Cooling may be enhanced by air blast cooling of the inner cover surface.

For heating heavy loads of other types, such as weldments, castings, or forgings,

car bottom furnaces may be used with some associated door maintenance

problems. The furnace hearth is a movable car, to allow load handling by an

overhead traveling crane. In one type of furnace, the door is suspended from a

lifting mechanism. To avoid interference with an overhead crane, and to achieve

some economy in construction, the door may be mounted on one end of the car

and opened as the car is withdrawn. This arrangement may impose some

handicaps in access for loading and unloading.

Loads such as steel ingots can be heated in pit-type furnaces, preferably with

units of load separated to allow radiating heating from all sides except the

bottom. Such a furnace would have a cover displaced by a mechanical carriage

and would have a compound metal and refractory recuperator arrangement.

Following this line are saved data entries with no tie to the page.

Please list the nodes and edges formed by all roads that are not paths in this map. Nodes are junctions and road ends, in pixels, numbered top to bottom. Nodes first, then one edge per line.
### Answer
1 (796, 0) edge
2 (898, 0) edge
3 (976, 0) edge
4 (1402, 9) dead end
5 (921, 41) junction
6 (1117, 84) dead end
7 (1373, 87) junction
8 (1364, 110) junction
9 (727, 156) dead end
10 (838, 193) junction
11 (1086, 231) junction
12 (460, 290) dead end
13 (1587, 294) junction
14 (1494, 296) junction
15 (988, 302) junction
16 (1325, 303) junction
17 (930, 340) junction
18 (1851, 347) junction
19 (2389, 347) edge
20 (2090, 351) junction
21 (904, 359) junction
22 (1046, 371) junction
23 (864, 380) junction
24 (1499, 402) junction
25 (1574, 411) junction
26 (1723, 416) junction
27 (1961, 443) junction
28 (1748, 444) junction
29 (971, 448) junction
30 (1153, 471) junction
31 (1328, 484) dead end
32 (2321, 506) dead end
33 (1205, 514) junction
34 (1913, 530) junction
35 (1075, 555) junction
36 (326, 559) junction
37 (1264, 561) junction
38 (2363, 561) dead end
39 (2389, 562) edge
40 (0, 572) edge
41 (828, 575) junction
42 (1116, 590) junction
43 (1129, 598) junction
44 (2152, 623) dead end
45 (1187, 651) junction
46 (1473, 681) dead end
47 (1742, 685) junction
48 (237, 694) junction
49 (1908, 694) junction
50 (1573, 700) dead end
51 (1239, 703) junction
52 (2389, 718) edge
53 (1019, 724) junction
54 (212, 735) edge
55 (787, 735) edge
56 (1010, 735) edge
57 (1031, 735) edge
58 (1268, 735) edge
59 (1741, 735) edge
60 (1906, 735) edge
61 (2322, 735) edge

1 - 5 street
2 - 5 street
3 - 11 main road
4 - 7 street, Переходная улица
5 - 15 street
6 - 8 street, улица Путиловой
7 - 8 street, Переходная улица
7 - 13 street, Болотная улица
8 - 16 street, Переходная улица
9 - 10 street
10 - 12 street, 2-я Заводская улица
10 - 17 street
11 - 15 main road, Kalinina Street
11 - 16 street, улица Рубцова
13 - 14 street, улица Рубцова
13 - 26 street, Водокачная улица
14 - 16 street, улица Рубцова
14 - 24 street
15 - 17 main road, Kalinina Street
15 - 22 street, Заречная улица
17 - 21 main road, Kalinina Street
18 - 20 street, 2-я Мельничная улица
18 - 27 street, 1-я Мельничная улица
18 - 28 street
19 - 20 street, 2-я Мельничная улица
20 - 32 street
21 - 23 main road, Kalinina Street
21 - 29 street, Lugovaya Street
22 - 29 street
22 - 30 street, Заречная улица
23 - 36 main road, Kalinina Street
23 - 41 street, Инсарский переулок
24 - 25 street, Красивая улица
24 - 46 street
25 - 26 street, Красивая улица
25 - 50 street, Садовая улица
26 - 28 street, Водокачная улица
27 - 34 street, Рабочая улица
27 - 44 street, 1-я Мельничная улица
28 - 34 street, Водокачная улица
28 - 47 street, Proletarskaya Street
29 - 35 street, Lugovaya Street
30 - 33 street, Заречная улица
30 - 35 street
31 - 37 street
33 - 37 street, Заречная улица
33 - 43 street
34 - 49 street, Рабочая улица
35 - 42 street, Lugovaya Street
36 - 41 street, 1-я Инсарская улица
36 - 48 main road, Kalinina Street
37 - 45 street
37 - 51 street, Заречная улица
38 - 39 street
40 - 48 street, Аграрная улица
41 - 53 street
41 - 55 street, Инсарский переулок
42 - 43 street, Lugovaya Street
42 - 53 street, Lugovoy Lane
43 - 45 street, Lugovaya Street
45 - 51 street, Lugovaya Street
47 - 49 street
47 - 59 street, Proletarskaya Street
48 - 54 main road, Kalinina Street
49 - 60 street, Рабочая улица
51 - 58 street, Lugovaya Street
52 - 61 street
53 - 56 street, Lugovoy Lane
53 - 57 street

Loads are handled by overhead crane equipped with suitable gripping tongs.

Continuous-Type Furnaces

The simplest type of continuous furnace is the hearth-type pusher furnace.

Pieces of rectangular cross section are loaded side by side on a charge table and

pushed through the furnace by an external mechanism. In the design shown, the

furnace is fired from one end, counter flow to load travel, and is discharged

through a side door by an auxiliary pusher lined up by the operator.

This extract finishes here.